What is required - Would you copy each line of the records that includes the word "Right"?
Data under study Block Start
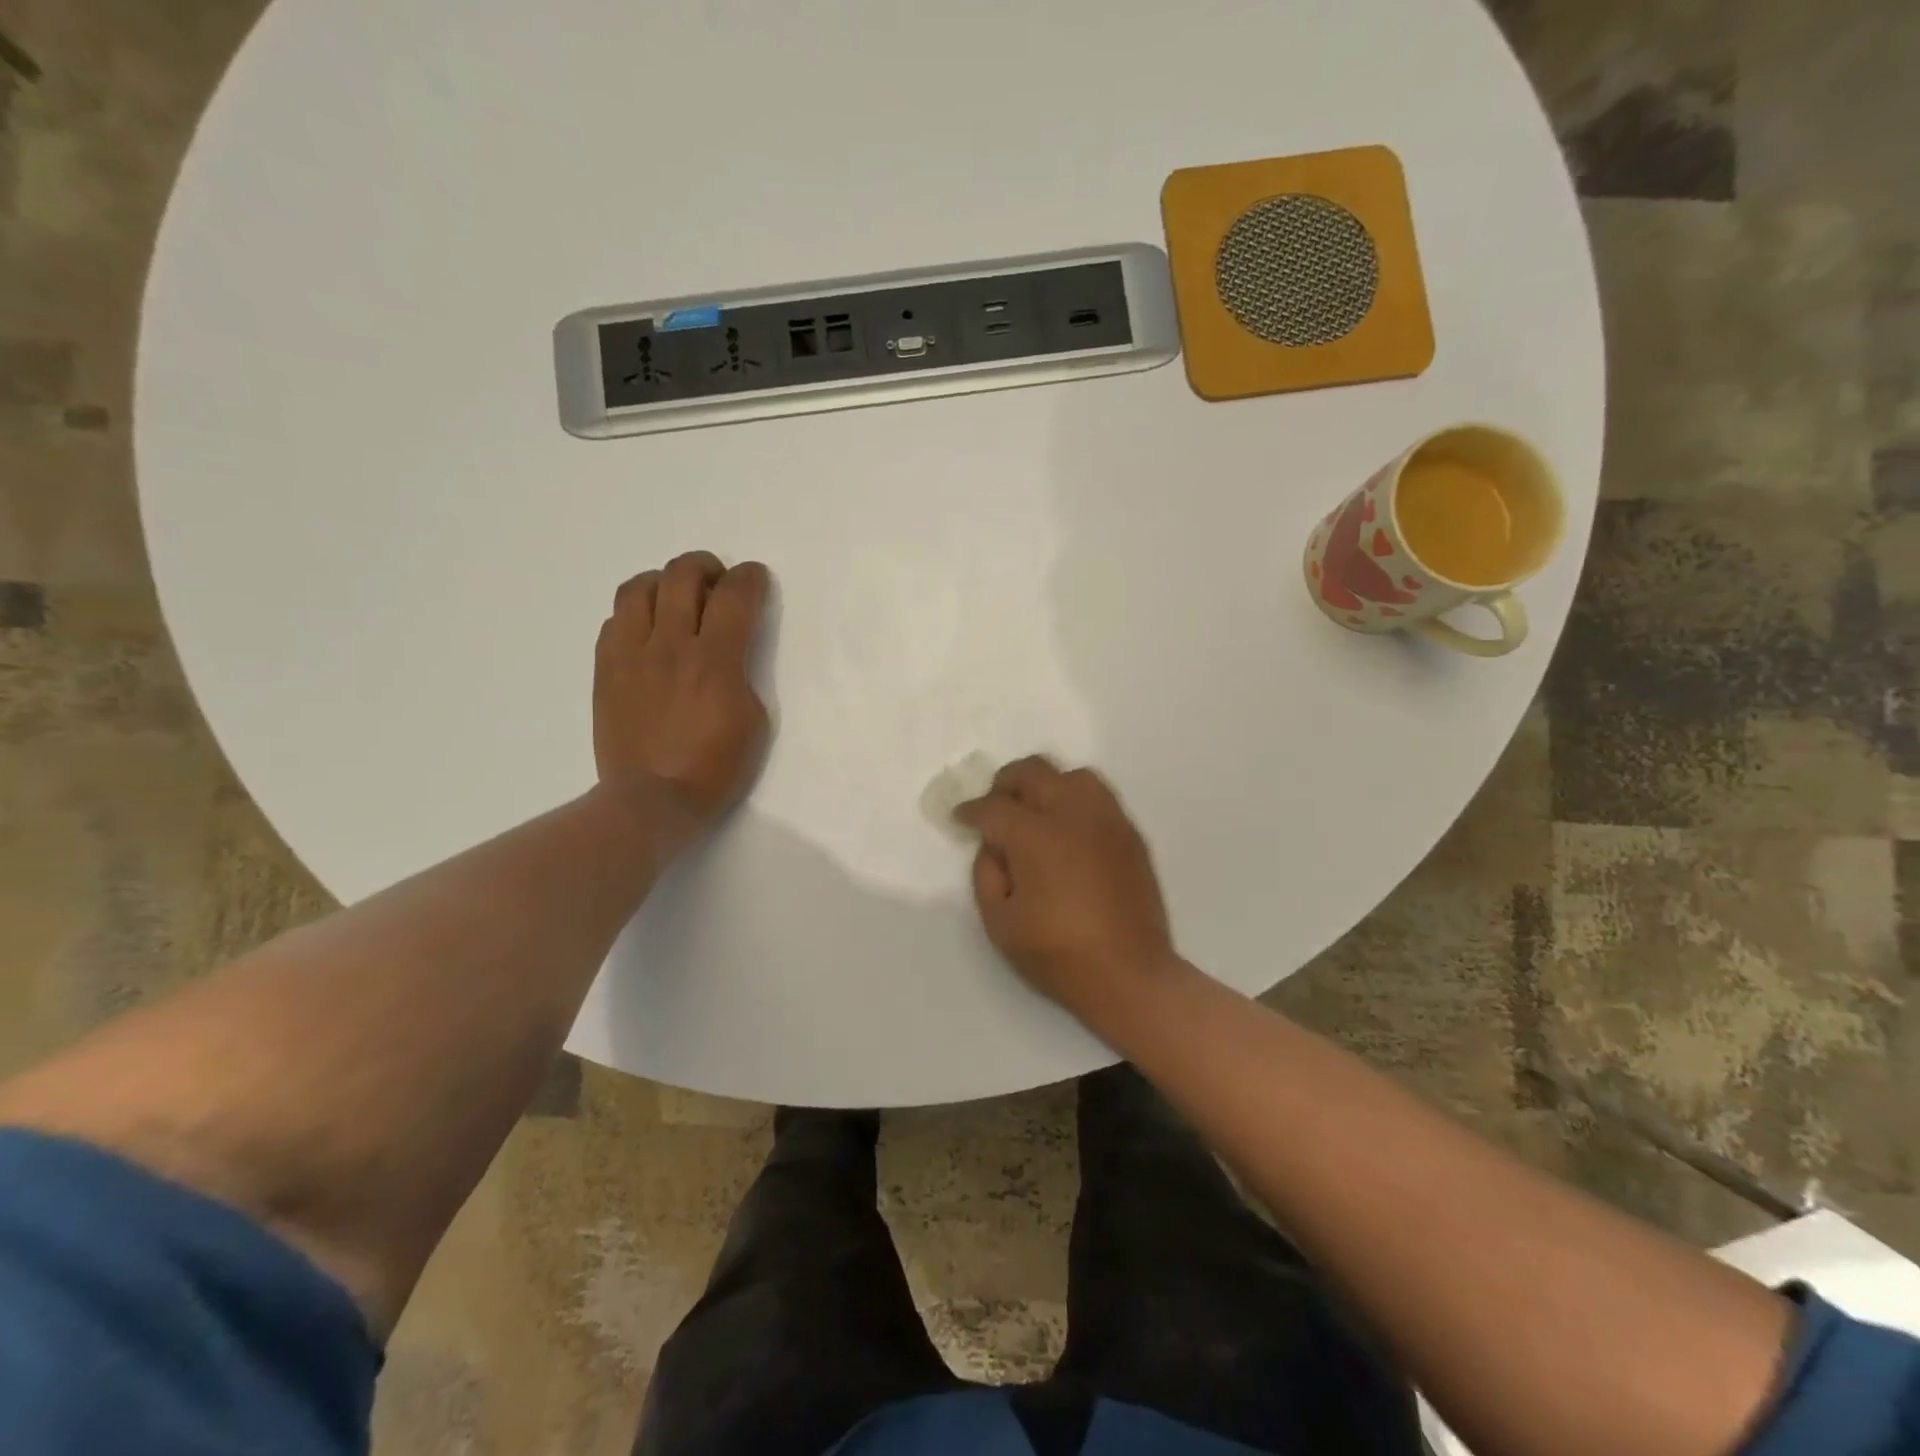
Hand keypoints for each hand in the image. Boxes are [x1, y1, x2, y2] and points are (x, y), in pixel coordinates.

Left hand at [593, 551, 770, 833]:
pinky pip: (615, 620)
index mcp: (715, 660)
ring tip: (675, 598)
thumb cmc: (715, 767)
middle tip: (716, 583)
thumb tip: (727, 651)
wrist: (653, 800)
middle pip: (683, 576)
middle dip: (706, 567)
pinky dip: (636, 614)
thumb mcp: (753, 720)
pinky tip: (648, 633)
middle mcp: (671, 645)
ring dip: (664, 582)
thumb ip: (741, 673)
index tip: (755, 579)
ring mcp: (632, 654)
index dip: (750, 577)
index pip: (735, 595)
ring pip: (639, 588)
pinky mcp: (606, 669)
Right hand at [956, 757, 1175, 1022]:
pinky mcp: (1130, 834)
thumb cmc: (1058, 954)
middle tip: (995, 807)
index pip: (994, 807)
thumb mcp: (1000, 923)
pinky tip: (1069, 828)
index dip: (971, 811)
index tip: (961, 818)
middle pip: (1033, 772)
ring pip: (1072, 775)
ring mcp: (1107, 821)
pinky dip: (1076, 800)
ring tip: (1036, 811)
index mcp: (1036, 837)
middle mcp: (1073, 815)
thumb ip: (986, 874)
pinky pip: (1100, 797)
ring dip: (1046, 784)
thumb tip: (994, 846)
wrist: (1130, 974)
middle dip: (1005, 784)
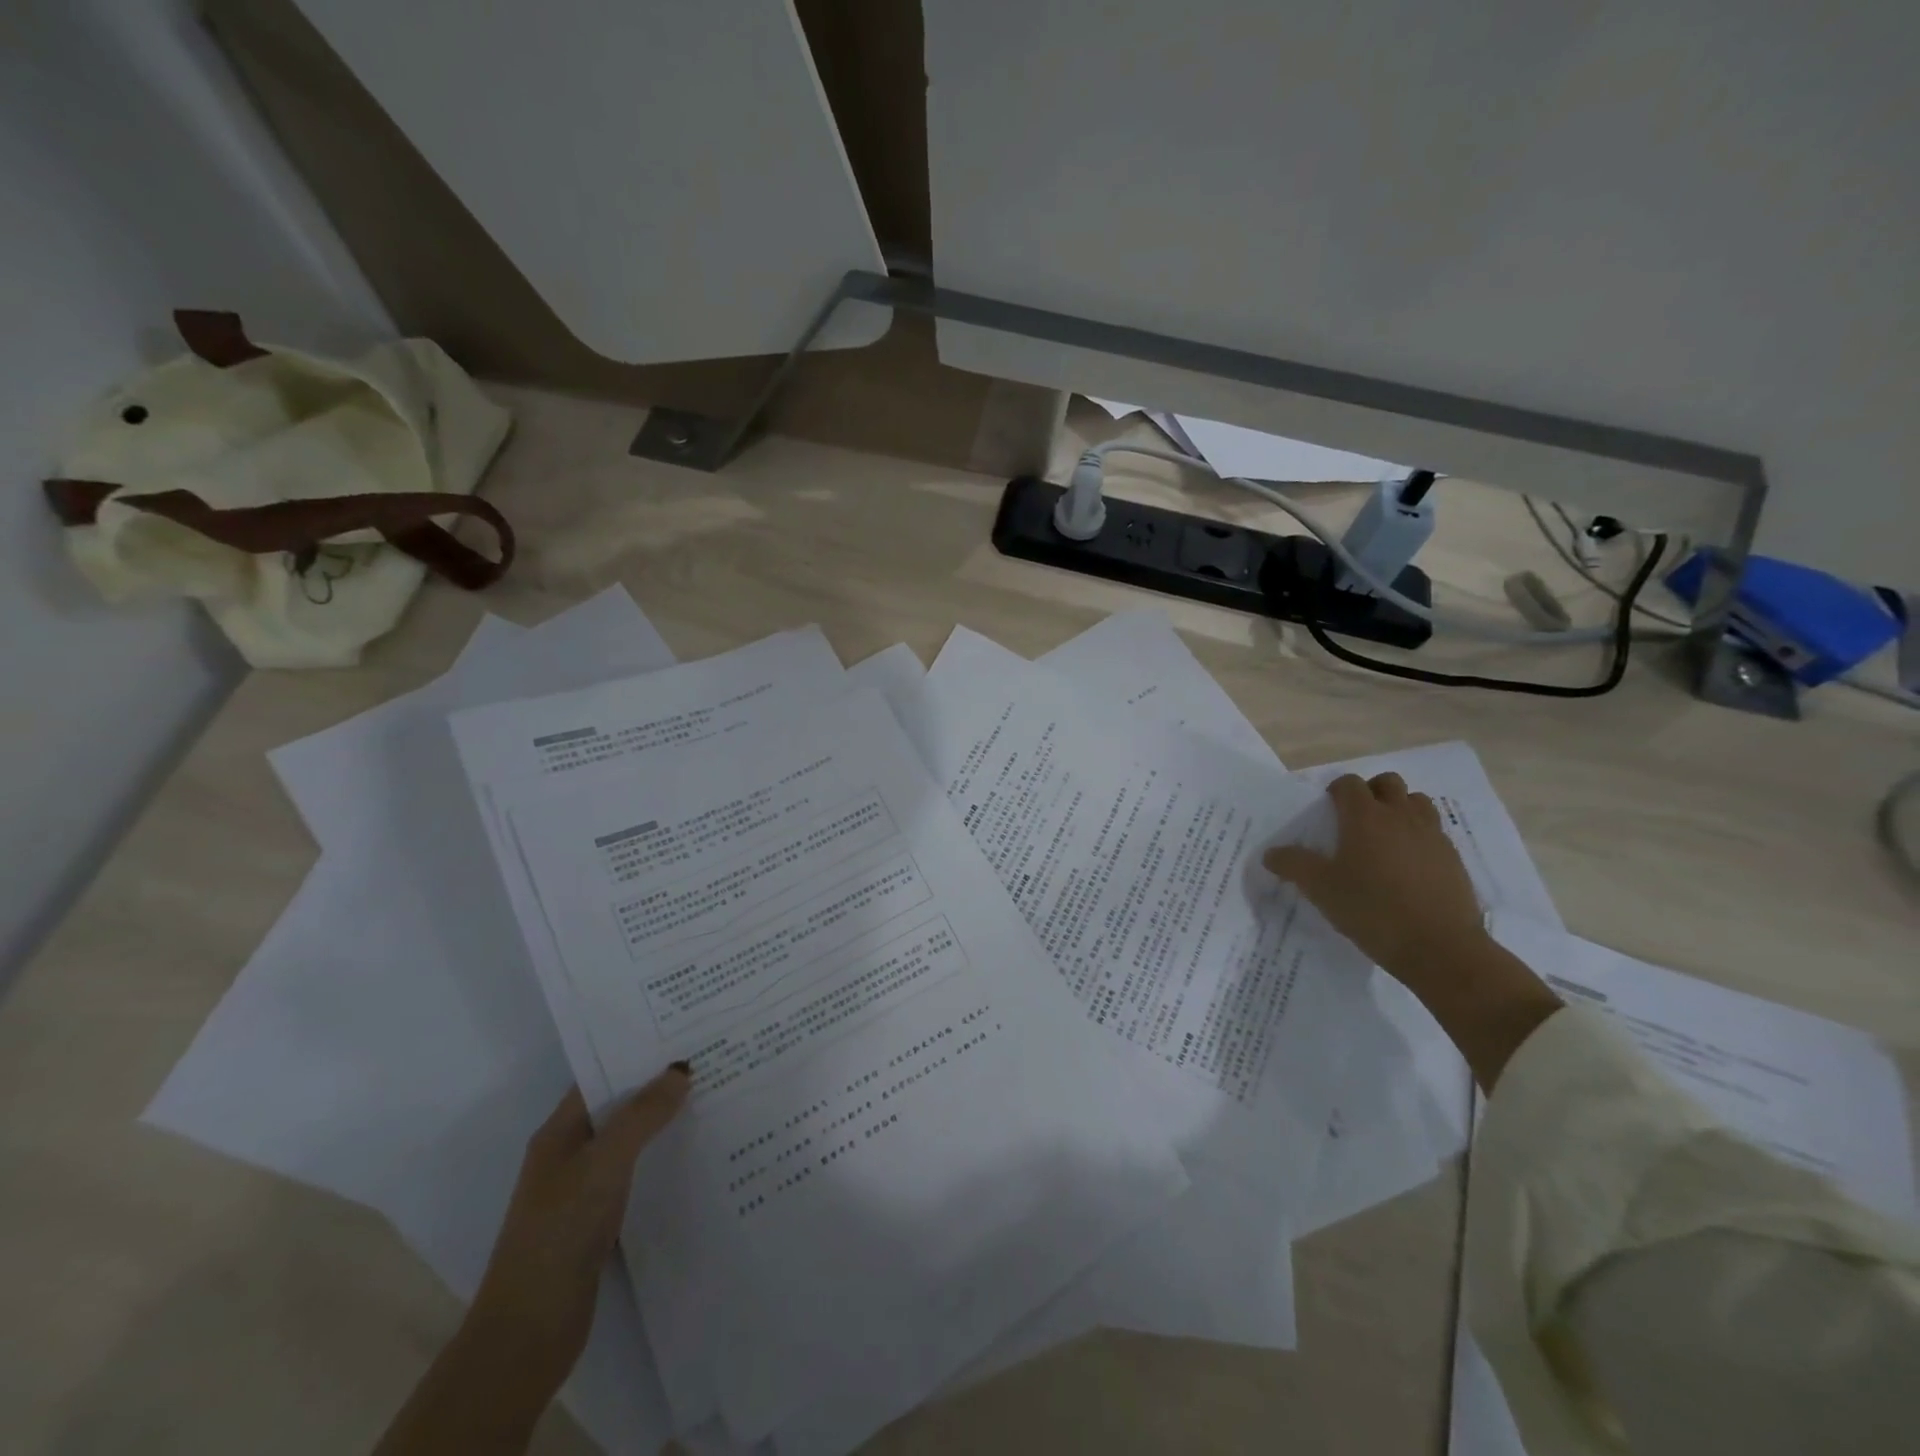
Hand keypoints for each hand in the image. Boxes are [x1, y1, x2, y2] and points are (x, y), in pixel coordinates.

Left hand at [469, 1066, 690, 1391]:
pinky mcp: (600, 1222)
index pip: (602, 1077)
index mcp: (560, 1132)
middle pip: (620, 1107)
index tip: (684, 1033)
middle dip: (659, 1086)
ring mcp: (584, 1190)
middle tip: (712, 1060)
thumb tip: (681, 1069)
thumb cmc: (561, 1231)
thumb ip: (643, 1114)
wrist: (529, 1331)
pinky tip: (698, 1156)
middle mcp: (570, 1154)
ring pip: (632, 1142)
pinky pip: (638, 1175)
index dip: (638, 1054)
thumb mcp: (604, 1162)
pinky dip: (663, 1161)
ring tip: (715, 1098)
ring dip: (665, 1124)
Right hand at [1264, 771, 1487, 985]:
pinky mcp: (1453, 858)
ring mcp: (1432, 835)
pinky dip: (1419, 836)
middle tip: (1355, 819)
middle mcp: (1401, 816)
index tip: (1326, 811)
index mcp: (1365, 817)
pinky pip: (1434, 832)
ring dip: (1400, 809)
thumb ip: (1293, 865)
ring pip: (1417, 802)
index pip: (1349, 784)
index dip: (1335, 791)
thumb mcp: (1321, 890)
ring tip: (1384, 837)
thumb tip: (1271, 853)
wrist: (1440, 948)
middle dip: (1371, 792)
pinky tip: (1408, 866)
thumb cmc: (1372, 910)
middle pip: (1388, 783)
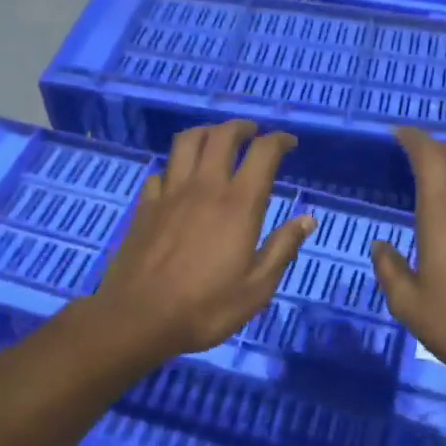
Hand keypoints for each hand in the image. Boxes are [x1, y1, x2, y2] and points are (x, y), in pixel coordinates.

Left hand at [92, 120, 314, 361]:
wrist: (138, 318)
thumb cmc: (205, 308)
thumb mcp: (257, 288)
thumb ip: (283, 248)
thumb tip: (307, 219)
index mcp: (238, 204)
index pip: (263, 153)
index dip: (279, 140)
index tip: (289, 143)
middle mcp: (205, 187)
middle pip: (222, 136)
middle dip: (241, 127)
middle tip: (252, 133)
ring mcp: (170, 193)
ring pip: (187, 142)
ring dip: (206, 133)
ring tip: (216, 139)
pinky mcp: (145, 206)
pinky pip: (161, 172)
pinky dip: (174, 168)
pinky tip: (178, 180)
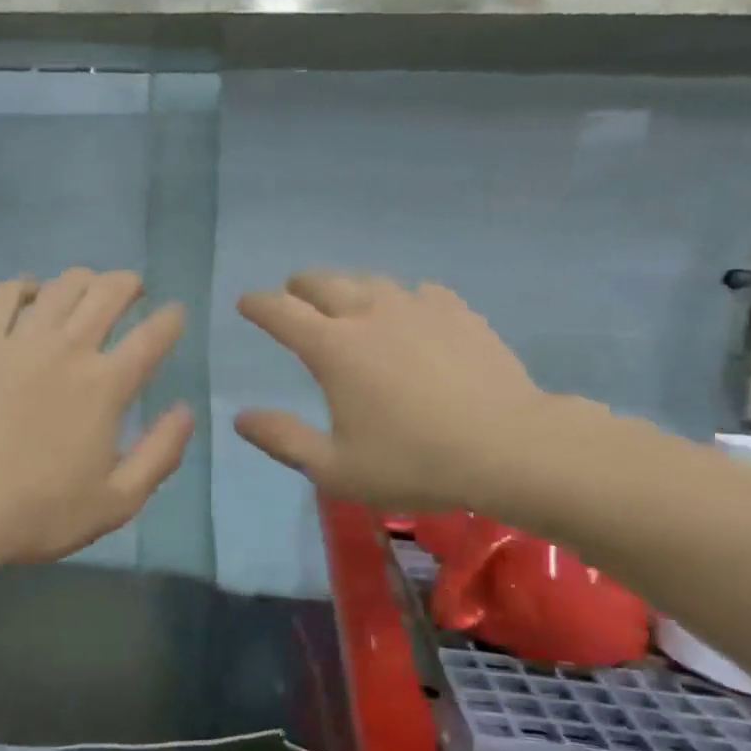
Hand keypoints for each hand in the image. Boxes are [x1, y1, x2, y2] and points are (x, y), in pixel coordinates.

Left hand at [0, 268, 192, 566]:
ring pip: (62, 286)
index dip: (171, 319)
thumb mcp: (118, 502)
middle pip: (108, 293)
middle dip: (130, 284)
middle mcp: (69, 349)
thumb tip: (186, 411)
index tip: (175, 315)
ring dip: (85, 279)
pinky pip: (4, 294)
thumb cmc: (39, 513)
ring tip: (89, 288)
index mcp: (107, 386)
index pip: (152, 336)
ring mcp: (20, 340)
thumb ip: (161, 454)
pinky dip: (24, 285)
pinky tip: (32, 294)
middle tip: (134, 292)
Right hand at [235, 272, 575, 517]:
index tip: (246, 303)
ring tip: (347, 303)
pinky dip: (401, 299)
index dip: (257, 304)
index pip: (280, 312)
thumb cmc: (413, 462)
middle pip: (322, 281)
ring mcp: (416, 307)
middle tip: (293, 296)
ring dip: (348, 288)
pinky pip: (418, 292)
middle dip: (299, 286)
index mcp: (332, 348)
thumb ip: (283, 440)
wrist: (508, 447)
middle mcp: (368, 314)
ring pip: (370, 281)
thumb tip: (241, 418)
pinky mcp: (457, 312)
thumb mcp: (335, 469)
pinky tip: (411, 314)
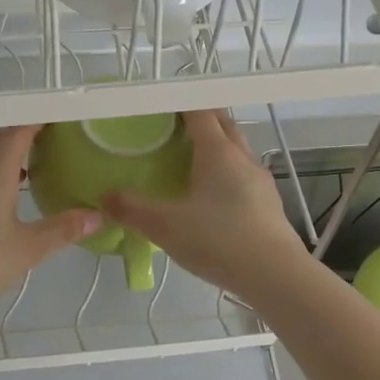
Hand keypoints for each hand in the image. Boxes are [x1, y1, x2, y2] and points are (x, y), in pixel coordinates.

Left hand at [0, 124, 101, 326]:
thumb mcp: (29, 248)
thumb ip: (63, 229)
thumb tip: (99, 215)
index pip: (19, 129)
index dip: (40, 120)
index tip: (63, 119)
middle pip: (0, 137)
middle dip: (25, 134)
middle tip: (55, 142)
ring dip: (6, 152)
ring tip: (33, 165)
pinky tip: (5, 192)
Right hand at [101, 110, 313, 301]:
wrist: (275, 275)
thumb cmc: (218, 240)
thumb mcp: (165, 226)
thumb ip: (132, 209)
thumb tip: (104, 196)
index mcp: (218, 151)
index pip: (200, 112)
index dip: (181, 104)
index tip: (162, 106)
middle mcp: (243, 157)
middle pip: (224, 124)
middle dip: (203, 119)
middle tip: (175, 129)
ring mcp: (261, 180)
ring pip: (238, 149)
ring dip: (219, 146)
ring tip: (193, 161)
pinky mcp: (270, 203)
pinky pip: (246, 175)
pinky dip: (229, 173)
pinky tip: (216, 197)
Data under study Block End
The completed task -
Right hand at [956, 757, 1175, 1022]:
Right hand at [1264, 771, 1487, 985]:
Right hand at [235, 272, 575, 517]:
Right hand at [101, 110, 313, 301]:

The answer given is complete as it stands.